Provided material
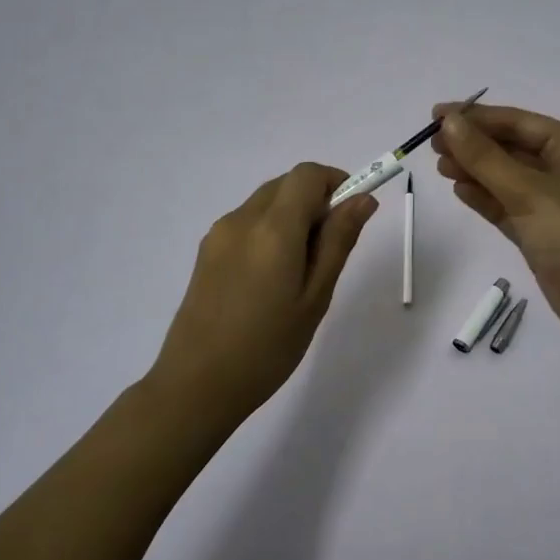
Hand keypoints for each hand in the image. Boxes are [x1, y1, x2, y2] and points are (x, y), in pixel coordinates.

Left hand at [147, 163, 377, 423]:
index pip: (307, 174)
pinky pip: (247, 223)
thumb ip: (339, 241)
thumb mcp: (316, 296)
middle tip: (331, 248)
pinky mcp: (206, 252)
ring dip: (292, 216)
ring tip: (301, 271)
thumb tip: (363, 199)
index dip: (336, 181)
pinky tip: (272, 278)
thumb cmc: (268, 347)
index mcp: (273, 228)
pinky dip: (270, 231)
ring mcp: (219, 234)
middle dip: (316, 200)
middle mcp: (242, 219)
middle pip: (286, 184)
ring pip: (266, 202)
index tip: (353, 213)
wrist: (197, 385)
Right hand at [431, 103, 559, 342]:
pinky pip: (506, 205)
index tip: (436, 116)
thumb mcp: (528, 192)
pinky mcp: (540, 232)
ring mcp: (552, 203)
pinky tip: (459, 190)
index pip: (518, 122)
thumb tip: (449, 122)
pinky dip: (484, 197)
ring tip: (439, 166)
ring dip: (474, 169)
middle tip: (431, 144)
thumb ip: (485, 157)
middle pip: (510, 147)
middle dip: (473, 144)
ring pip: (505, 177)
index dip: (477, 117)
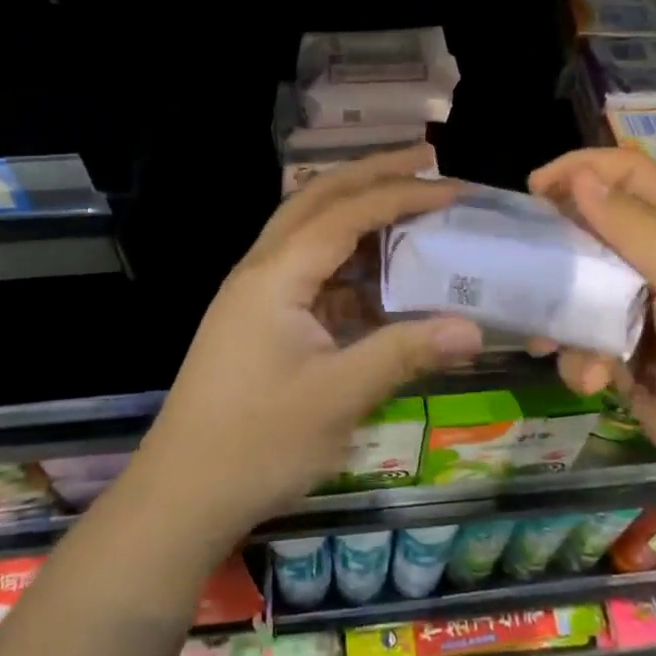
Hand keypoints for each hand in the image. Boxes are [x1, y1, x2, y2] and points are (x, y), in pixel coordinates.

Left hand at [133, 147, 483, 550]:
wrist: (181, 496)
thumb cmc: (258, 443)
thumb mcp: (339, 398)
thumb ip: (406, 353)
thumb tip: (474, 329)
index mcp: (276, 275)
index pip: (346, 213)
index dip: (400, 195)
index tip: (451, 189)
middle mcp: (262, 268)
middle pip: (319, 198)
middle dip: (373, 173)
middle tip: (426, 159)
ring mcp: (258, 293)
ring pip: (311, 228)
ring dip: (359, 209)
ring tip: (409, 200)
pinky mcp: (261, 319)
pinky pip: (311, 269)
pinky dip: (350, 259)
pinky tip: (382, 272)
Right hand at [529, 148, 655, 532]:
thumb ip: (633, 227)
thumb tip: (579, 178)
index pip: (630, 175)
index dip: (583, 169)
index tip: (534, 189)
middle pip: (597, 232)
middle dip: (560, 247)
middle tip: (525, 263)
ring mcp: (646, 315)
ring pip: (583, 291)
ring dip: (564, 315)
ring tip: (551, 342)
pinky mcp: (631, 361)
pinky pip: (587, 342)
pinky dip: (580, 359)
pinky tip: (591, 383)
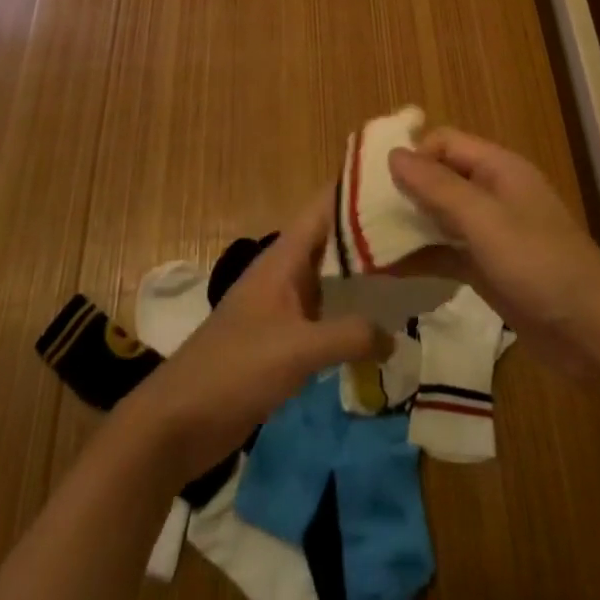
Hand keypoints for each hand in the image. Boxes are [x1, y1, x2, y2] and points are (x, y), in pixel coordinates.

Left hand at [117, 188, 387, 484]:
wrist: (179, 420)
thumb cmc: (236, 368)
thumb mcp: (298, 349)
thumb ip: (349, 335)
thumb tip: (396, 334)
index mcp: (284, 257)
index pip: (325, 206)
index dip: (357, 189)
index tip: (398, 180)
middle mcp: (286, 271)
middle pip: (334, 240)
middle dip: (371, 233)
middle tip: (419, 228)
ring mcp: (284, 304)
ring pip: (332, 277)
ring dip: (364, 275)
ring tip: (413, 269)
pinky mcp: (283, 336)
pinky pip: (325, 312)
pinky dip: (351, 312)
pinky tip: (381, 324)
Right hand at [387, 129, 599, 375]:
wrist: (593, 333)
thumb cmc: (539, 264)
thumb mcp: (485, 221)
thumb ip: (438, 188)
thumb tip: (394, 154)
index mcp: (498, 168)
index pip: (445, 143)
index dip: (412, 154)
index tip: (374, 178)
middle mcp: (493, 193)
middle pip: (440, 178)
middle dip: (403, 190)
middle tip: (358, 210)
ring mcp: (491, 232)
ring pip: (440, 217)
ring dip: (408, 226)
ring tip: (363, 240)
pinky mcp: (489, 268)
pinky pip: (447, 252)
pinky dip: (421, 258)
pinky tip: (387, 271)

What to work on
Reproduce all the entries above exactly. Include no images.

Task result
Hand keypoints for each hand in the image. Boxes are [x1, y1, x2, y2] and points are (x, y), in pixel coordinates.

Left hand at [147, 163, 377, 423]:
index pip: (307, 174)
pinky pip: (247, 223)
thumb ip: (339, 241)
thumb mcp: (316, 296)
middle tip: (331, 248)
pinky mcp: (206, 252)
ring dip: (292, 216)
ring tip: (301, 271)
thumb tip: (363, 199)
index dip: (336, 181)
pinky tip: (272, 278)
thumb cmc: (268, 347)
index mcp: (273, 228)
pinky dip: (270, 231)
ring mcp: (219, 234)
middle dip: (316, 200)
middle mcp: (242, 219)
middle pip: (286, 184)
ring pip: (266, 202)
index tip: (353, 213)
wrist: (197, 385)
Right hand at [431, 103, 559, 342]:
pinky pip: (506, 205)
index tip: (436, 116)
thumb mcp: (528, 192)
pinky mcp: (540, 232)
ring mcp: (552, 203)
pinky tip: (459, 190)
index pip: (518, 122)
thumb tip: (449, 122)
pinky dip: (484, 197)
ring tip: (439, 166)
ring dip: (474, 169)
middle tip: (431, 144)
thumb ip: (485, 157)
middle pip: (510, 147)
middle dip: (473, 144)
ring pip: (505, 177)
index dip: (477, 117)
Hand keypoints for each hand in the image. Boxes are [x1, y1, x2, y2] and points are (x, y), in pixel coordinates.

Left hand at [133, 147, 483, 550]:
wrist: (181, 496)
thumb cmc: (258, 443)
thumb mcp: (339, 398)
thumb ip: (406, 353)
thumb tip: (474, 329)
index mcp: (276, 275)
index pip: (346, 213)
index dip: (400, 195)
index tip: (451, 189)
middle mcp: (262, 268)
middle pip: (319, 198)
middle dip: (373, 173)
middle tip: (426, 159)
ring mcp: (258, 293)
ring pip: (311, 228)
ring dip: (359, 209)
ring tip: (409, 200)
pinky mcp: (261, 319)
pinky pip: (311, 269)
pinky dip: (350, 259)
pinky tip: (382, 272)
Right hand at [529, 148, 655, 532]:
thumb ip: (633, 227)
thumb tip: (579, 178)
index pip: (630, 175)
index dip: (583, 169)
index tip: (534, 189)
middle pip: (597, 232)
middle dip: (560, 247)
middle tip: (525, 263)
ring mcp: (646, 315)
ring pip: (583, 291)
ring dip: (564, 315)
ring tip: (551, 342)
pinky mcp: (631, 361)
pinky pip: (587, 342)
pinky dip: (580, 359)
pinky tip: (591, 383)
Hand keypoints for each hand in the image. Boxes are [x1, y1, x2, y2] and points are (x, y), in pixel coordinates.

Left hand at [117, 188, 387, 484]:
wrist: (179, 420)
thumb cmc: (236, 368)
thumb mcp: (298, 349)
thumb ip: (349, 335)
thumb tip: (396, 334)
index mcp: (284, 257)
index pip: (325, 206)
index dip: (357, 189)
index tip: (398, 180)
middle mcp: (286, 271)
middle pip: (334, 240)
middle dip: (371, 233)
middle tip: (419, 228)
ring mcp: (284, 304)
ring pip: (332, 277)
ring dip: (364, 275)
ring tip: (413, 269)
pinky mcp: (283, 336)
pinky pip: (325, 312)
pinky dip: (351, 312)
pinky tip: (381, 324)
Right hand at [387, 129, 599, 375]:
wrist: (593, 333)
thumb cmc: (539, 264)
thumb mcp: (485, 221)
thumb ip: (438, 188)
thumb tip: (394, 154)
index mcp: (498, 168)
index pip: (445, 143)
index dip: (412, 154)
index tip: (374, 178)
middle mcp: (493, 193)
middle pip: (440, 178)
middle dip: (403, 190)
middle tip: (358, 210)
ring mcp: (491, 232)
ring pip: (440, 217)
ring dip: (408, 226)
ring tip: (363, 240)
pinky mcp: (489, 268)
pinky pip: (447, 252)
pinky dip: (421, 258)
pinky tip: (387, 271)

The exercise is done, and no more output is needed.